Thank you thank you thank you thank you .
And I said back the same damn thing, In essence we were having the exact same conversation.
Where does she sleep tonight? Where does she go? Is someone kind to her? Will someone love her? When did she get a hug last? Is she okay.
But it’s that same twinkle in her eye that she gave me tonight, the one in my Moms eye when she told me a tale of stealing potatoes to eat…that I chose not to see, so that I could make it all wrong. Make the pain excusable. And make it mine to fix.
That little lady tonight, she’s doing alright. I do not know why people live the paths they do. Sometimes…I cant move past this. But then I remember, that someone elses life is simpy not mine. NOR is it mine to judge.

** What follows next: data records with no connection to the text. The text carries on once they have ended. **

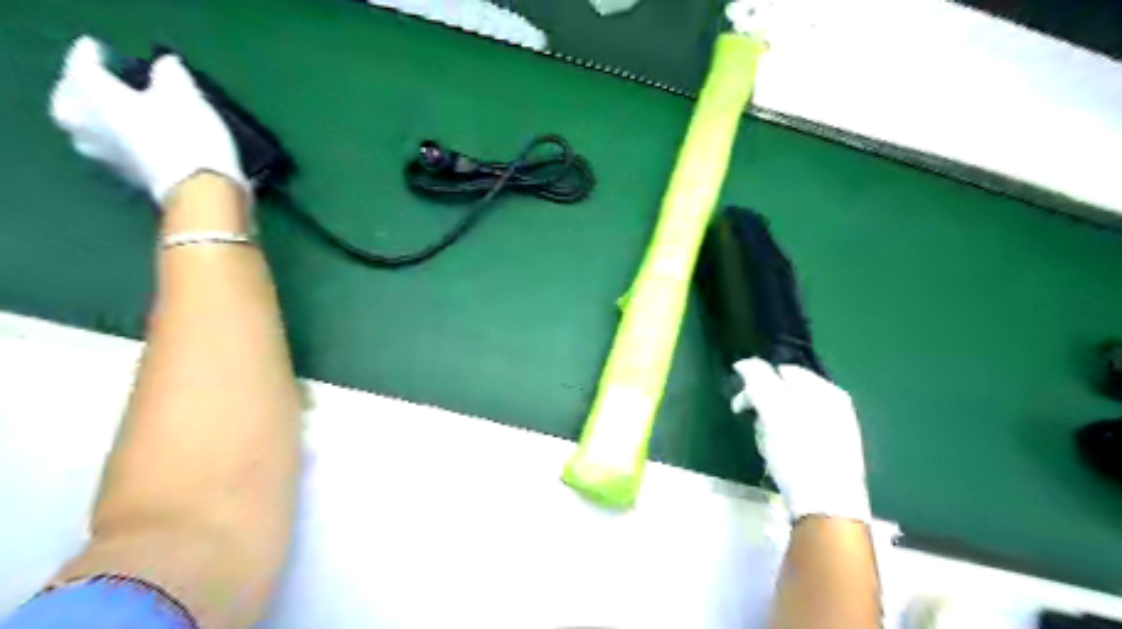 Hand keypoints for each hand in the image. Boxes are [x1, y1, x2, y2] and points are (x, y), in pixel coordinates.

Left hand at [49, 34, 244, 203]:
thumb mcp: (185, 95)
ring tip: (115, 111)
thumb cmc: (188, 135)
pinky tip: (136, 138)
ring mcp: (105, 155)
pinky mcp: (128, 177)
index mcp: (92, 94)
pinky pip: (114, 149)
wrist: (202, 191)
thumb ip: (170, 74)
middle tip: (97, 81)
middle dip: (83, 89)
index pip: (82, 65)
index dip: (92, 55)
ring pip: (89, 128)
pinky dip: (120, 140)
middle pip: (72, 100)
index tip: (100, 49)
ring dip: (99, 118)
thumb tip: (165, 65)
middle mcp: (86, 124)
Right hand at [738, 359, 874, 524]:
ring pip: (791, 414)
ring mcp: (836, 428)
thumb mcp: (773, 411)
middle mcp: (834, 404)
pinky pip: (801, 433)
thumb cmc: (798, 454)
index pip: (781, 370)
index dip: (755, 383)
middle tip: (755, 428)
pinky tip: (783, 458)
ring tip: (769, 447)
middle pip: (786, 392)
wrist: (828, 508)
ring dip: (772, 425)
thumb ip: (758, 380)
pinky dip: (785, 440)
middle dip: (764, 407)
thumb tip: (743, 362)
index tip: (740, 407)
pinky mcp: (833, 451)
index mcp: (824, 389)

I saw the happiest damn people I have EVER and I mean EVERY met in Kenya. It’s not what you see on TV with kids with fly’s on their faces in rags…that’s part of the story, but it’s not what’s compelling.
It’s the joy. It’s that everyones got a story to tell. It’s that everyone craves to be seen, heard, and loved.
That some of us need more than others…in this lifetime anyway.
10 dollars. Pay it forward. Release any expectation of how it will be used. WHO CARES. Here’s what I know. There are hands are empty, and there are hands that are really full.
Are yours full?
Well then…what can you give. Watch for the twinkle. ITS EVERYWHERE.
You’ll stay in the flow that way, and when your hands are empty, someone will come fill them up. I know this, because I am this. And so are you…
Empty. Full. Who even knows. Get clear on why you give, then GIVE.